**TASK TO COMPLETE:** Write out the records word for word, with no pictures.

:: SOURCE DATA ::

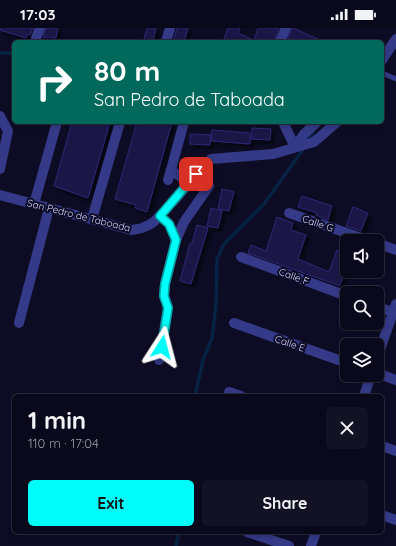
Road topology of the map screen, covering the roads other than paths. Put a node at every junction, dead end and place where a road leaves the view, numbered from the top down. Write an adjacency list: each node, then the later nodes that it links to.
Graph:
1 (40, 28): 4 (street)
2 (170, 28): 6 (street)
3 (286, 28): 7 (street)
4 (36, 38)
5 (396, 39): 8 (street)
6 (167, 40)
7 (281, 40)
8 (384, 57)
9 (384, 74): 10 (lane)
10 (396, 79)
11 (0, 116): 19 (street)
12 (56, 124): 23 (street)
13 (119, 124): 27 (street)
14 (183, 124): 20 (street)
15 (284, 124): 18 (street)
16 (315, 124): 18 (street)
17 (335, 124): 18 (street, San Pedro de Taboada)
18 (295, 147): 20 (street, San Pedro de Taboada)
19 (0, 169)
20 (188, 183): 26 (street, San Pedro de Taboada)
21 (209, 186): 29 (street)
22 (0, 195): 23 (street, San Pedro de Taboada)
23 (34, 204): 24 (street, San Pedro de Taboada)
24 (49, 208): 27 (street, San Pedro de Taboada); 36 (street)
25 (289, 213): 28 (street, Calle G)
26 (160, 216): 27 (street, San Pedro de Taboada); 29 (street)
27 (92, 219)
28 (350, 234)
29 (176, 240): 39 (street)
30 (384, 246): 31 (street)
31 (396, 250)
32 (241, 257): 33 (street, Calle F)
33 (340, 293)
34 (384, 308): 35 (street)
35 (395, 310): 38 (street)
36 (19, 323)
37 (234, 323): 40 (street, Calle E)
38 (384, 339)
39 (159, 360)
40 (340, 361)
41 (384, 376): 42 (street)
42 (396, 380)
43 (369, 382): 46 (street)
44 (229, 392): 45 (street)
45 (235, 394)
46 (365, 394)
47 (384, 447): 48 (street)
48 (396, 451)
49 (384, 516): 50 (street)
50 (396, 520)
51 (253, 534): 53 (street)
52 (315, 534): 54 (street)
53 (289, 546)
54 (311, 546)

:::

**WRITTEN REPLY:**
Road topology of the map screen, covering the roads other than paths. Put a node at every junction, dead end and place where a road leaves the view, numbered from the top down. Write an adjacency list: each node, then the later nodes that it links to.
Graph:
1 (40, 28): 4 (street)
2 (170, 28): 6 (street)
3 (286, 28): 7 (street)
4 (36, 38)
5 (396, 39): 8 (street)
6 (167, 40)
7 (281, 40)
8 (384, 57)
9 (384, 74): 10 (lane)
10 (396, 79)
11 (0, 116): 19 (street)
12 (56, 124): 23 (street)
13 (119, 124): 27 (street)
14 (183, 124): 20 (street)
15 (284, 124): 18 (street)
16 (315, 124): 18 (street)
17 (335, 124): 18 (street, San Pedro de Taboada)
18 (295, 147): 20 (street, San Pedro de Taboada)
19 (0, 169)
20 (188, 183): 26 (street, San Pedro de Taboada)
21 (209, 186): 29 (street)
22 (0, 195): 23 (street, San Pedro de Taboada)
23 (34, 204): 24 (street, San Pedro de Taboada)
24 (49, 208): 27 (street, San Pedro de Taboada); 36 (street)
25 (289, 213): 28 (street, Calle G)
26 (160, 216): 27 (street, San Pedro de Taboada); 29 (street)
27 (92, 219)
28 (350, 234)
29 (176, 240): 39 (street)
30 (384, 246): 31 (street)
31 (396, 250)
32 (241, 257): 33 (street, Calle F)
33 (340, 293)
34 (384, 308): 35 (street)
35 (395, 310): 38 (street)
36 (19, 323)
37 (234, 323): 40 (street, Calle E)
38 (384, 339)
39 (159, 360)
40 (340, 361)
41 (384, 376): 42 (street)
42 (396, 380)
43 (369, 382): 46 (street)
44 (229, 392): 45 (street)
45 (235, 394)
46 (365, 394)
47 (384, 447): 48 (street)
48 (396, 451)
49 (384, 516): 50 (street)
50 (396, 520)
51 (253, 534): 53 (street)
52 (315, 534): 54 (street)
53 (289, 546)
54 (311, 546)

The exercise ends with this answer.